The characters that show up the most are Rusty Brown and Chalky White, who meet as children and grow up collectors of pop culture ephemera. I don't want to detail everything they do, every variance in the language of comics that Ware employs to express their lives and friendship in dense manner. I want to talk about the strips in which they are obstructed by images of nature, looming in the foreground with beauty, while they go on with their own obsessions in the background. I also want to mention that life progresses for these characters much as it does for Big Tex, and that Rusty Brown, the focus of Ware's next long-form and literary work, ends up sad and alone while Chalky gets married and has a daughter.

In the last pages of the book, Ware stems from the male collectors and shut-in depressives to another alt-comix standby: The angry punk rock teenage girl, as depicted by Chalky's daughter, Brittany. The attitude stays the same: Ware knows teenage rage like he knows depression, and yet, he seems opposed. The character, Brittany White, hates her father, Chalky White. Chalky's been characterized throughout the book, chronicling his childhood, as being hated, and is now a married conservative Christian. Brittany's opposed to such things, and Ware is opposed to the political beliefs such a character possesses. But Ware sees through the false-binary, and Brittany isn't a character we're supposed to agree with. She's a self-absorbed Randian, whose hatred for her father places her as just the latest in a string of people.

Oh, satire.

Ware has a singular approach for the characterization of all of his reoccurring characters. It's this combination of pity, scorn, and empathy. Ware knows and relates to elements of Rusty Brown, Chalky White, Brittany White, and Jimmy Corrigan. They are frequently having cruel things happen to them, and they are frequently guilty of their own cruelty. If they're not cruel, they have other flaws. Still, the reader empathizes with these characters, even as he sees their flaws, which they might also see in themselves. This adds up, in many ways, to a corrective.

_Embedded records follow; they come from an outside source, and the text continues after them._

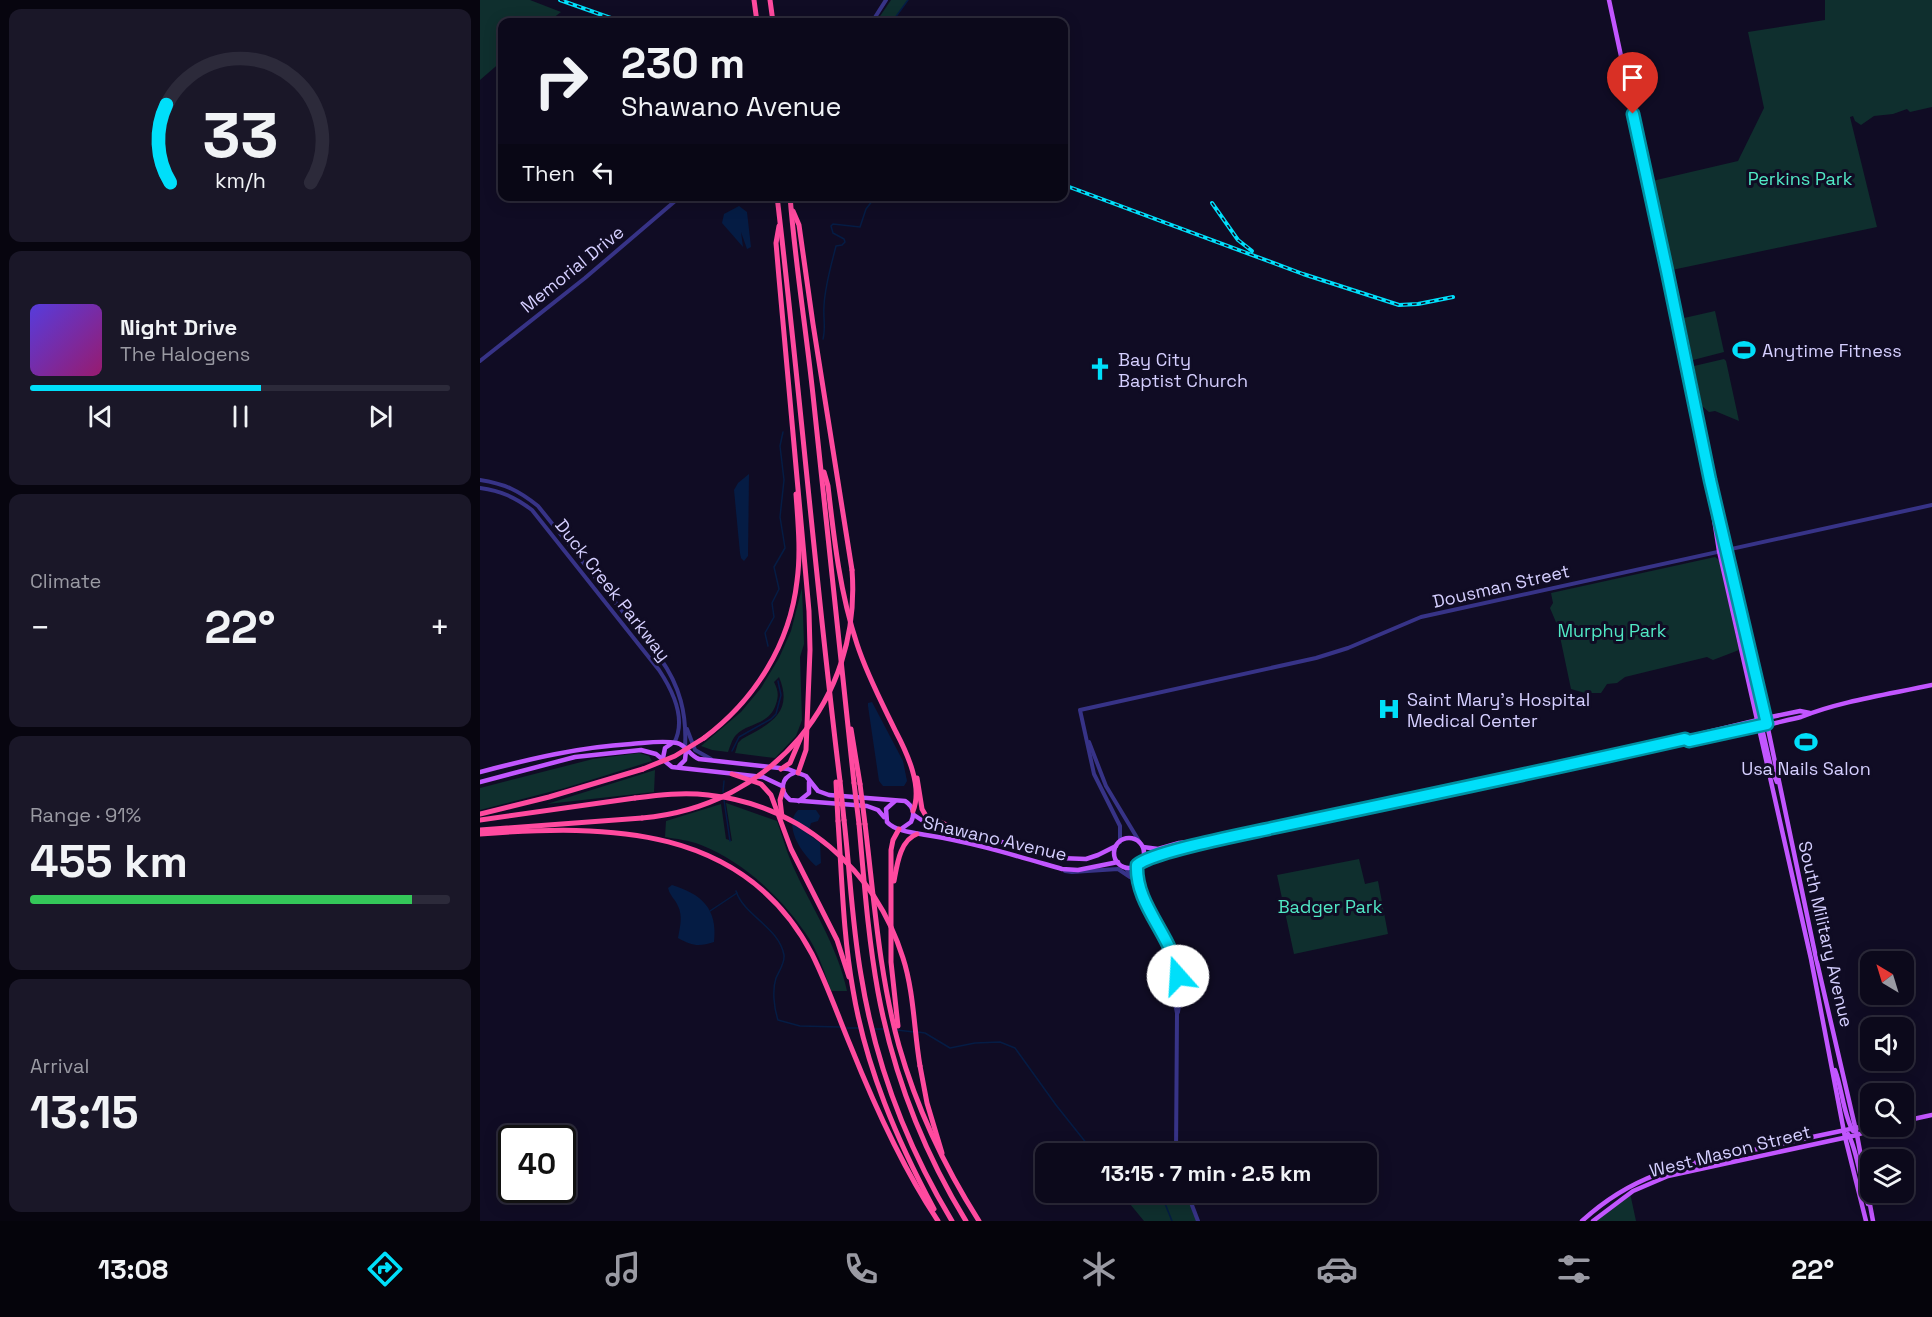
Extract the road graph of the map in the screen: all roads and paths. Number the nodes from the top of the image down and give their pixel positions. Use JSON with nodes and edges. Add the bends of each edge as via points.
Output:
{"nodes":[{"id":1,"x":754,"y":0,"type":"edge"},
{"id":2,"x":770,"y":0,"type":"edge"},
{"id":3,"x":886,"y":0,"type":"edge"},
{"id":4,"x":1609,"y":0,"type":"edge"},
{"id":5,"x":756,"y":18,"type":"edge"},
{"id":6,"x":772,"y":18,"type":"edge"},
{"id":7,"x":875,"y":18,"type":"edge"},
{"id":8,"x":675,"y":201,"type":"edge"},
{"id":9,"x":778,"y":201,"type":"edge"},
{"id":10,"x":790,"y":201,"type":"edge"},
{"id":11,"x":791,"y":207,"type":"junction"},
{"id":12,"x":780,"y":219,"type":"junction"},
{"id":13,"x":480,"y":361,"type":"edge"},
{"id":14,"x":821,"y":464,"type":"junction"},
{"id":15,"x":798,"y":474,"type":"junction"},
{"id":16,"x":480,"y":480,"type":"edge"},
{"id":17,"x":480,"y":488,"type":"edge"},
{"id":18,"x":1712,"y":493,"type":"junction"},
{"id":19,"x":1932,"y":504,"type":"edge"},
{"id":20,"x":1727,"y":549,"type":"junction"},
{"id":21,"x":1719,"y":551,"type":"junction"},
{"id":22,"x":1932,"y":686,"type":"edge"},
{"id":23,"x":1810,"y":713,"type":"junction"},
{"id":24,"x":807,"y":716,"type":"junction"},
{"id":25,"x":1762,"y":719,"type":"junction"},
{"id":26,"x":686,"y":726,"type":"junction"},
{"id":27,"x":1763,"y":726,"type":"junction"},
{"id":28,"x":1086,"y":736,"type":"junction"},
{"id":29,"x":1685,"y":739,"type":"junction"},
{"id":30,"x":672,"y":744,"type":"junction"},
{"id":31,"x":685,"y":750,"type":"junction"},
{"id":32,"x":663,"y":758,"type":"junction"},
{"id":33,"x":711,"y":759,"type":"junction"},
{"id":34,"x":679,"y":766,"type":"junction"},
{"id":35,"x":912,"y":767,"type":"junction"},
{"id":36,"x":782,"y":769,"type":"junction"},
{"id":37,"x":480,"y":772,"type":"edge"},
{"id":38,"x":796,"y":773,"type":"junction"},
{"id":39,"x":732,"y":774,"type":"junction"},
{"id":40,"x":808,"y":780,"type":"junction"},
{"id":41,"x":480,"y":782,"type":"edge"},
{"id":42,"x":857,"y":784,"type":"junction"},
{"id":43,"x":783,"y":788,"type":"junction"},
{"id":44,"x":798,"y":801,"type":"junction"},
{"id":45,"x":897,"y":801,"type":"junction"},
{"id":46,"x":913,"y":813,"type":"junction"},
{"id":47,"x":480,"y":814,"type":"edge"},
{"id":48,"x":480,"y":820,"type":"edge"},
{"id":49,"x":841,"y":821,"type":"junction"},
{"id":50,"x":887,"y":822,"type":"junction"},
{"id":51,"x":900,"y":829,"type":"junction"},
{"id":52,"x":480,"y":832,"type":"edge"},
{"id":53,"x":963,"y":832,"type":"junction"},
{"id":54,"x":917,"y":834,"type":"junction"},
{"id":55,"x":785,"y":836,"type":"junction"},
{"id":56,"x":1232,"y":837,"type":"junction"},
{"id":57,"x":1139,"y":841,"type":"junction"},
{"id":58,"x":1118,"y":844,"type":"junction"},
{"id":59,"x":1143,"y":847,"type":"junction"},
{"id":60,"x":1118,"y":862,"type":"junction"},
{"id":61,"x":1139,"y":864,"type":"junction"},
{"id":62,"x":1125,"y":867,"type":"junction"},
{"id":63,"x":1062,"y":869,"type":"junction"},
{"id":64,"x":1136,"y":883,"type":"junction"},
{"id":65,"x":891,"y":888,"type":"junction"},
{"id":66,"x":1141,"y":891,"type":"junction"},
{"id":67,"x":1160,"y":932,"type":"junction"},
{"id":68,"x":890,"y":989,"type":"junction"},
{"id":69,"x":853,"y":990,"type":"junction"},
{"id":70,"x":1178,"y":1013,"type":"junction"},
{"id":71,"x":1830,"y":1057,"type":"junction"},
{"id":72,"x":1932,"y":1115,"type":"edge"},
{"id":73,"x":1914,"y":1119,"type":"edge"},
{"id":74,"x":1860,"y":1127,"type":"edge"},
{"id":75,"x":1853,"y":1128,"type":"junction"},
{"id":76,"x":1844,"y":1130,"type":"junction"},
{"id":77,"x":1860,"y":1134,"type":"edge"},
{"id":78,"x":1857,"y":1135,"type":"junction"},
{"id":79,"x":1847,"y":1137,"type":"junction"},
{"id":80,"x":1176,"y":1143,"type":"edge"},
{"id":81,"x":943,"y":1161,"type":"junction"},
{"id":82,"x":1191,"y":1203,"type":"edge"},
{"id":83,"x":1873,"y":1219,"type":"edge"},
{"id":84,"x":966,"y":1220,"type":"edge"},
{"id":85,"x":939,"y":1221,"type":"edge"},
{"id":86,"x":952,"y":1221,"type":"edge"},
{"id":87,"x":978,"y":1221,"type":"edge"},
{"id":88,"x":1198,"y":1221,"type":"edge"},
{"id":89,"x":1582,"y":1221,"type":"edge"},
{"id":90,"x":1593,"y":1221,"type":"edge"},
{"id":91,"x":1866,"y":1221,"type":"edge"}],
"edges":[{"from":1,"to":5,"type":"highway"},
{"from":2,"to":6,"type":"highway"},
{"from":3,"to":7,"type":"street"},
{"from":4,"to":18,"type":"main road"},
{"from":8,"to":13,"type":"street","name":"Memorial Drive"},
{"from":9,"to":12,"type":"highway"},
{"from":10,"to":11,"type":"highway"},
{"from":11,"to":14,"type":"highway"},
{"from":11,"to":52,"type":"highway","bridge":true,"via":[[799,225],[852,570],[853,608],[843,660],[825,701],[796,742],[763,773],[723,797],[682,811],[642,818]]},
{"from":12,"to":15,"type":"highway","via":[[776,243]]},
{"from":12,"to":49,"type":"highway","bridge":true},
{"from":14,"to":35,"type":"highway","via":[[855,638]]},
{"from":14,"to":42,"type":"highway","via":[[838,644]]},
{"from":15,"to":24,"type":"highway","via":[[809,621]]},
{"from":15,"to":47,"type":"highway","bridge":true,"via":[[794,604],[776,654],[757,686],[730,717],[675,756],[643,769]]},
{"from":16,"to":26,"type":"street","name":"Duck Creek Parkway","via":[[504,485],[538,506],[668,669],[679,691]]},
{"from":17,"to":30,"type":"street","name":"Duck Creek Parkway","via":[[499,490],[532,510],[659,670],[677,708],[680,728]]},
{"from":18,"to":20,"type":"main road"},
{"from":18,"to":21,"type":"main road"},
{"from":19,"to":20,"type":"street","name":"Dousman Street"},
{"from":20,"to":21,"type":"street","name":"Dousman Street"},
{"from":20,"to":25,"type":"main road"},
{"from":21,"to":25,"type":"main road","via":[[1744,661]]},
{"from":21,"to":28,"type":"street","name":"Dousman Street","via":[[1421,617],[1316,658],[1080,710]]},
{"from":22,"to":23,"type":"main road"},
{"from":23,"to":25,"type":"main road","via":[[1800,711]]},
{"from":23,"to":27,"type":"main road"},
{"from":24,"to":36,"type":"highway","via":[[792,758]]},
{"from":24,"to":38,"type":"highway","via":[[805,756]]},
{"from":25,"to":27,"type":"main road"},
{"from":25,"to":27,"type":"main road"},
{"from":25,"to":29,"type":"main road"},
{"from":26,"to":31,"type":"street"},
{"from":26,"to":33,"type":"street","via":[[695,750]]},
{"from":27,"to":29,"type":"main road"},
{"from":27,"to":71,"type":"main road","name":"South Military Avenue"},
{"from":27,"to":75,"type":"main road","name":"South Military Avenue","via":[[1781,792]]},
{"from":28,"to":57,"type":"street","via":[[1106,786]]},
{"from":28,"to":58,"type":"street","via":[[1094,774],[1120,826]]},
{"from":29,"to":56,"type":"main road"},
{"from":30,"to":31,"type":"main road","via":[[680,744]]},
{"from":30,"to":32,"type":"main road","via":[[665,748]]},
{"from":30,"to":37,"type":"main road","via":[[600,746]]},
{"from":31,"to":33,"type":"main road","via":[[695,758]]},
{"from":31,"to":34,"type":"main road","via":[[686,760]]},
{"from":32,"to":34,"type":"main road","via":[[669,766]]},
{"from":32,"to":41,"type":"main road","via":[[641,750],[597,754]]},
{"from":33,"to":36,"type":"main road"},
{"from":34,"to":39,"type":"main road"},
{"from":35,"to":46,"type":"highway"},
{"from":35,"to":53,"type":"highway","via":[[926,816]]},
{"from":36,"to":38,"type":"main road"},
{"from":38,"to":40,"type":"main road"},
{"from":38,"to":43,"type":"main road","via":[[786,778]]},
{"from":39,"to":43,"type":"main road","via":[[763,777]]},
{"from":39,"to":55,"type":"highway","via":[[766,789]]},
{"from":40,"to":44,"type":"main road","via":[[809,793]]},
{"from":40,"to":45,"type":"main road","via":[[818,791],[829,795]]},
{"from":42,"to":68,"type":"highway","bridge":true},
{"from":42,"to":84,"type":"highway","bridge":true,"via":[[871,947],[888,1039],[927,1149]]},
{"from":43,"to":44,"type":"main road","via":[[790,800]]},
{"from":43,"to":55,"type":"highway","via":[[780,804]]},
{"from":44,"to":50,"type":"main road","via":[[872,807]]},
{"from":45,"to":46,"type":"main road","via":[[909,804]]},
{"from":45,"to":50,"type":"main road","via":[[886,809]]},
{"from":46,"to":51,"type":"main road","via":[[911,822]]},
{"from":46,"to":53,"type":"main road","name":"Shawano Avenue","via":[[929,825]]},
{"from":48,"to":81,"type":"highway","bridge":true,"via":[[689,794],[747,802],[801,825],[841,856],[889,921],[907,974],[927,1103]]},
{"from":49,"to":69,"type":"highway","via":[[844,924]]},
{"from":49,"to":86,"type":"highway","via":[[874,1039],[909,1138]]},
{"from":50,"to":51,"type":"main road"},
{"from":51,"to":54,"type":"main road","name":"Shawano Avenue"},
{"from":51,"to":65,"type":"highway","via":[[892,844]]},
{"from":52,"to":85,"type":"highway","via":[[621,833],[651,837],[721,862],[764,892],[799,933],[814,958],[897,1149]]},
{"from":53,"to":58,"type":"main road","name":"Shawano Avenue","via":[[1073,860],[1098,855]]},
{"from":54,"to":63,"type":"main road","name":"Shawano Avenue","via":[[956,840]]},
{"from":54,"to":65,"type":"highway","via":[[906,842]]},
{"from":55,"to":69,"type":"highway","via":[[833,932]]},
{"from":56,"to":59,"type":"main road","via":[[1158,849]]},
{"from":56,"to":61,"type":"main road","via":[[1159,855]]},
{"from":57,"to":58,"type":"main road","via":[[1129,838]]},
{"from":57,"to":59,"type":"main road"},
{"from":58,"to":60,"type":"main road"},
{"from":59,"to":61,"type":"main road"},
{"from":60,"to":62,"type":"main road"},
{"from":60,"to":63,"type":"main road","name":"Shawano Avenue"},
{"from":61,"to":62,"type":"main road"},
{"from":61,"to":66,"type":"street"},
{"from":62,"to":64,"type":"street"},
{"from":63,"to":64,"type":"street","via":[[1118,869]]},
{"from":64,"to":66,"type":"street"},
{"from":65,"to":68,"type":"highway"},
{"from":66,"to":67,"type":"street"},
{"from":67,"to":70,"type":"street"},
{"from":67,"to":70,"type":"street","via":[[1178,971]]},
{"from":68,"to":81,"type":"highway","via":[[906,1069]]},
{"from":69,"to":85,"type":"highway","via":[[863,1038],[895,1131]]},
{"from":70,"to":80,"type":"street"},
{"from":71,"to":75,"type":"main road"},
{"from":71,"to":76,"type":"main road","name":"South Military Avenue"},
{"from":72,"to":73,"type":"main road"},
{"from":74,"to":75,"type":"main road","name":"West Mason Street"},
{"from":75,"to":76,"type":"main road","name":"West Mason Street"},
{"from":75,"to":78,"type":"main road","name":"South Military Avenue"},
{"from":76,"to":79,"type":"main road","name":"South Military Avenue"},
{"from":76,"to":89,"type":"main road","name":"West Mason Street","via":[[1664,1170],[1610,1197]]},
{"from":77,"to":78,"type":"main road","name":"West Mason Street"},
{"from":78,"to":79,"type":"main road","name":"West Mason Street"},
{"from":78,"to":83,"type":"main road","name":"South Military Avenue"},
{"from":79,"to":83,"type":"main road"},
{"from":79,"to":90,"type":"main road","name":"West Mason Street","via":[[1668,1176],[1633,1191]]},
{"from":79,"to":91,"type":"main road","name":"South Military Avenue"},
{"from":81,"to":87,"type":"highway"},
{"from":82,"to":88,"type":"street"}]}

Ware wants a better world. He wants people to care about each other. People caring about each other is a rare thing in Ware's work, and can really only be found in the more autobiographical Quimby The Mouse strips, the ones not reprinted here.

There's just so much sympathy here, couched in all self-deprecation and dark humor. I even feel there's something to the book's joint dedication, to Chip Kidd and Ivan Brunetti, found buried in the middle of the book, in the thick of its contents. Chip Kidd works for Pantheon, and led to this book's publication, but he's also a world-renowned designer, and Ware's got the design instincts to appreciate such things. Ivan Brunetti is a cartoonist, and a friend of Ware's. However, Brunetti's work is quite different from Ware's. Brunetti's work is self-absorbed and vulgar, self-eviscerating, all too aware of his faults, but at the same time, a noted misogynist who occasionally depicts himself ripping off and raping someone's head. In a letter published in Brunetti's Schizo, Ware says something along the lines of "reading your work made me feel like I'm not such a bad guy, after all." I feel this dedication to someone so honest about their flaws speaks volumes as to the nature of the empathy of this book. Brunetti wallows in id, and Ware outstretches a hand, because dude's not without his strong points as well.

Ware presents a loveless fictional world so that we as readers might create a nicer real one. And there's no dividing line between the political gestures of caring and those found in interpersonal interaction.

I have thought, in the past, that if I were ever to meet Chris Ware, I would give him a hug, as such a gesture seems like something he needs. But not necessarily because he's depressed. That theoretical gesture, to me, seems like it would express a greater understanding of his work and what he's trying to do than any essay I might attempt to write.